‘Loitering With Intent’ by Muriel Spark

MP3: https://soundcloud.com/luke-ford-666431593/loitering-with-intent-by-muriel-spark-ii

From the New York Times in 1981:

”Words should convey ideas of truth and wonder,” says Fleur (whom we can be forgiven for thinking is Miss Spark’s alter ego); ”I see no reason to keep silent about my enjoyment of the sound of my own voice as I work.” Folly and weakness, guilt and sin, sadism and treachery, should be treated ”with a light and heartless hand. It seems to me a sort of hypocrisy for a writer to pretend to be undergoing tragic experiences when obviously one is sitting in relative comfort with a pen and paper.”

”Loitering with Intent” is Fleur’s memoir, written in the fullness of her days, ”of that small part of my life and all that happened in the middle of the twentieth century, those months of 1949-50.” Like her beloved Benvenuto Cellini, ”comically contradictory in his actions… boastful … about his work,” Fleur, drinking in bizarre events and terrible people, committing all to memory, ”by the grace of God, goes on her way rejoicing.”

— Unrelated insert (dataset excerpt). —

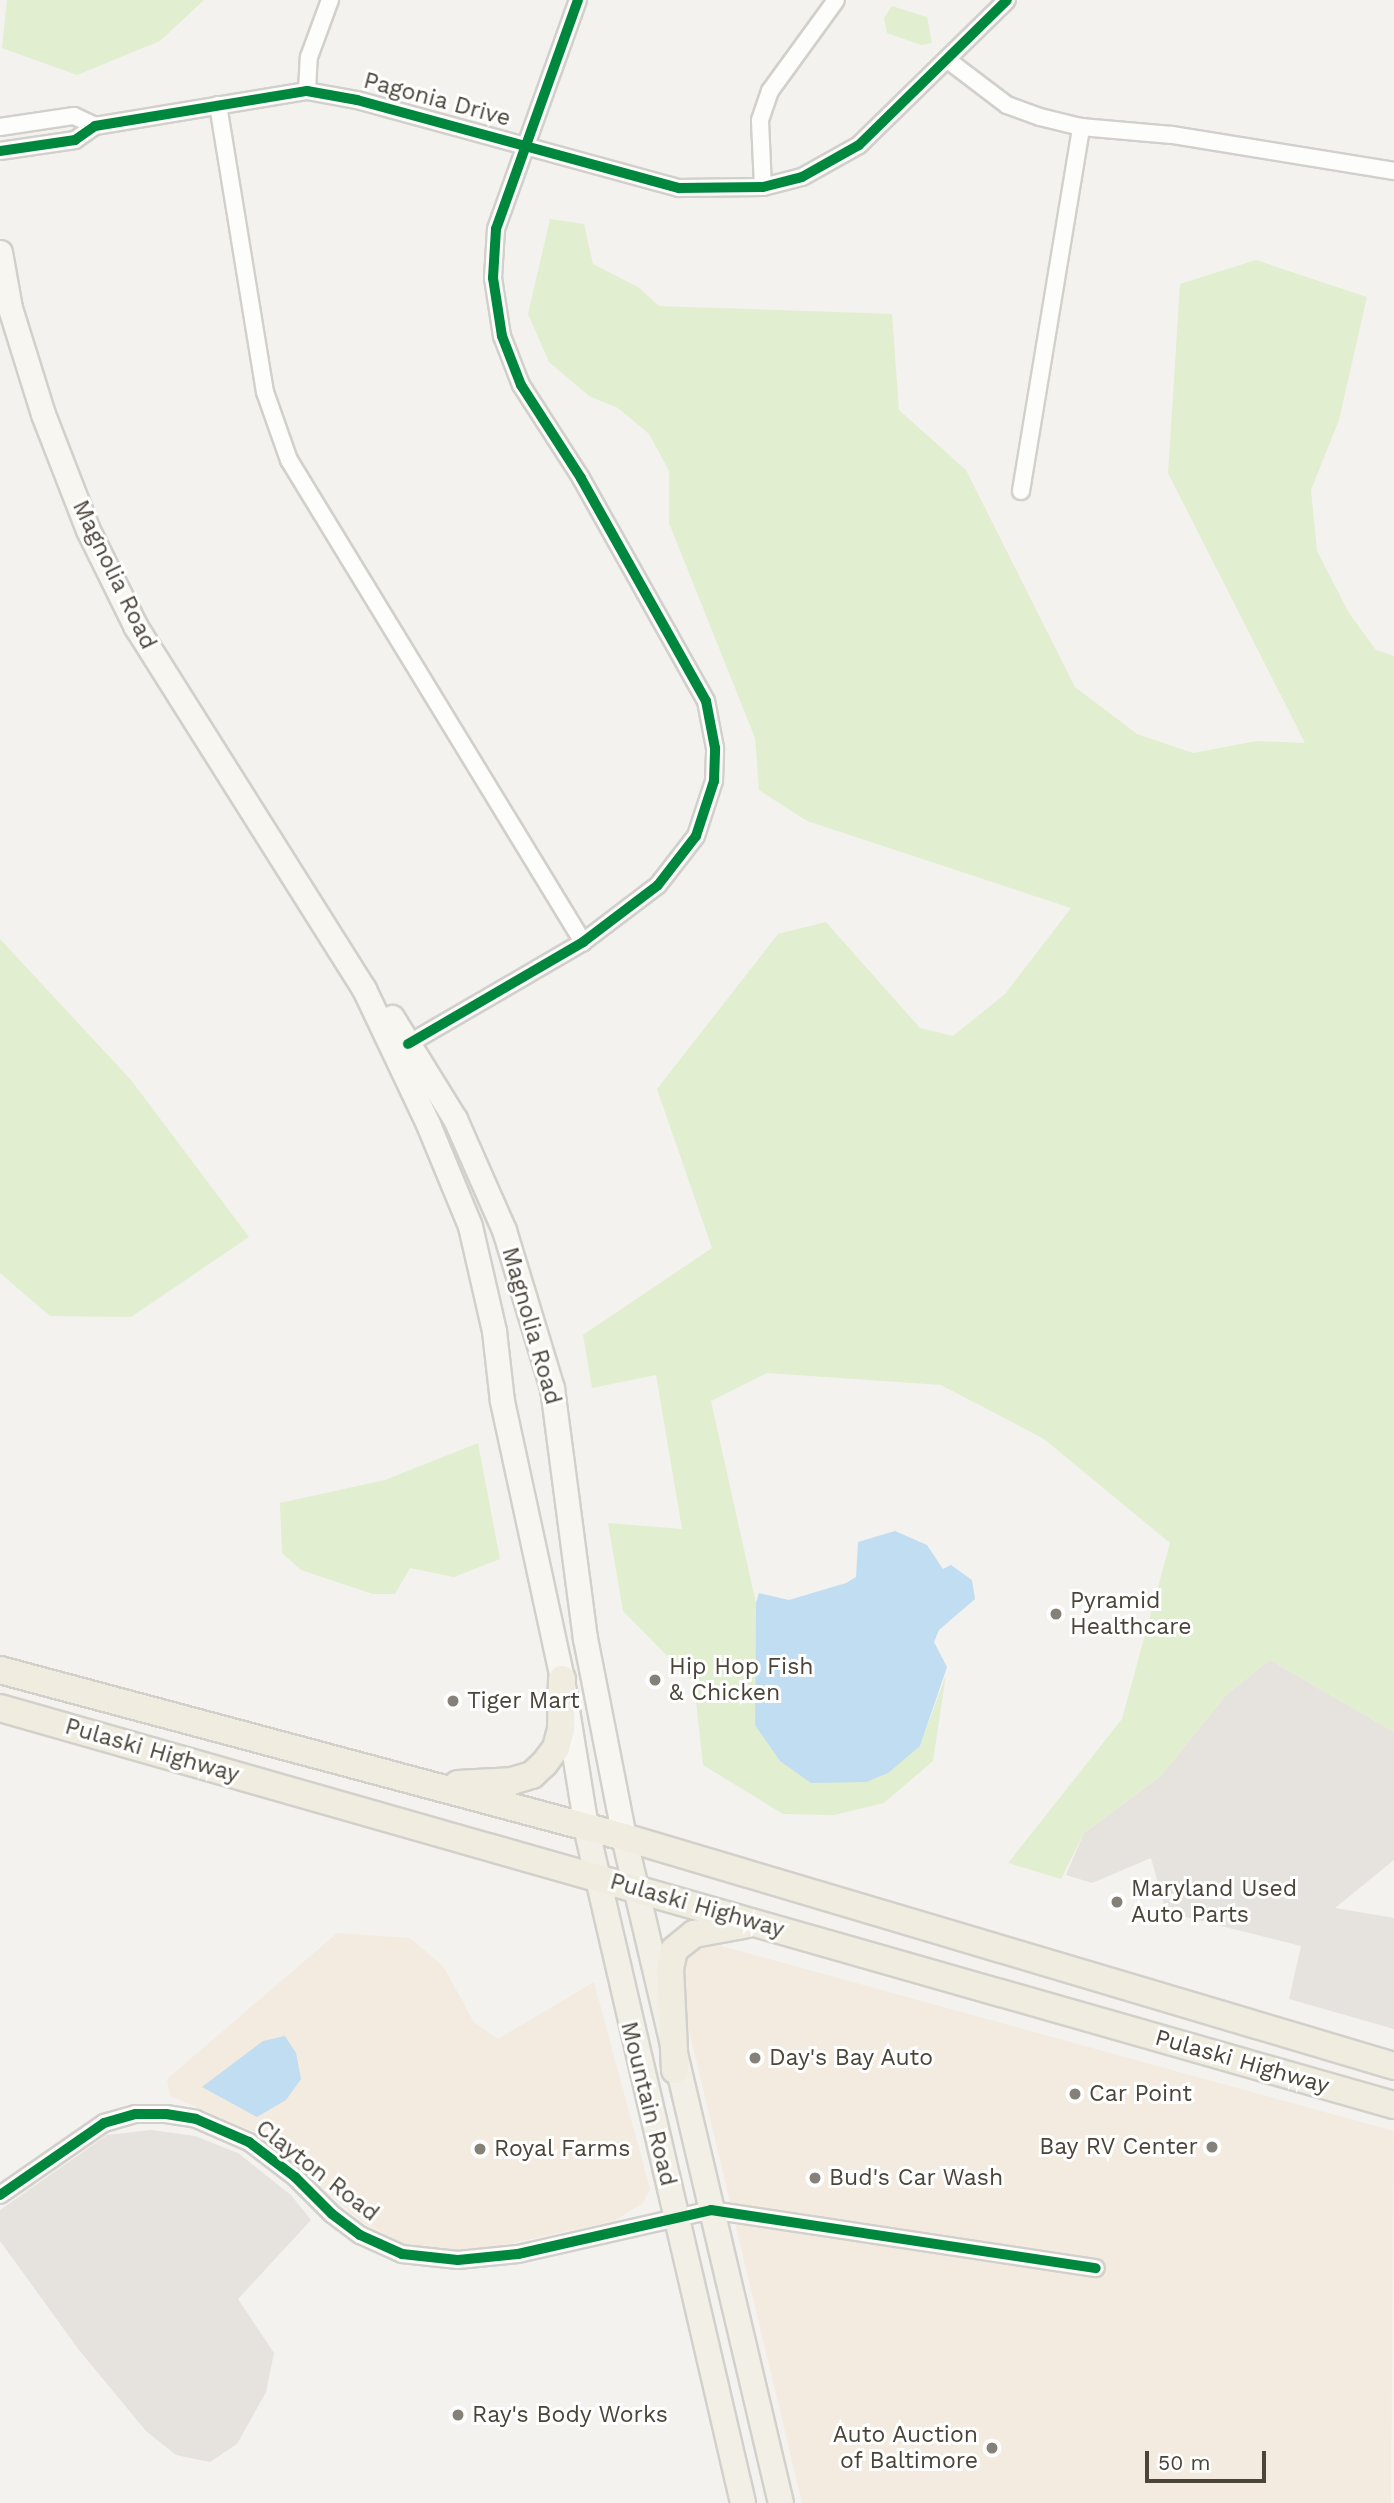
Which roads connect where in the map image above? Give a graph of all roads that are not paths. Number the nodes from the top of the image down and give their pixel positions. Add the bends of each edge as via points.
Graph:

When the novel opens, Fleur has no apparent reason for rejoicing: She has no job and no prospects and little money. She rents a dreary bed-sitting room from a swinish landlord and has appropriated unto herself a handsome, self-centered lover, Leslie, who is married to her friend Dottie – ”a Catholic, greatly addicted to the cult of the Virgin Mary about whose favors she fooled herself quite a bit, constantly betraying her quite good mind by simpering about Our Lady.” Fleur too is a Catholic, ”but not that sort at all. … If it was true, as Dottie always said, that I was taking terrible risks with my immortal soul, I would have been incapable of caution on those grounds. I had an art to practice and a life to live, and faith abounding … I’ve never held it right to create more difficulties in matters of religion than already exist.”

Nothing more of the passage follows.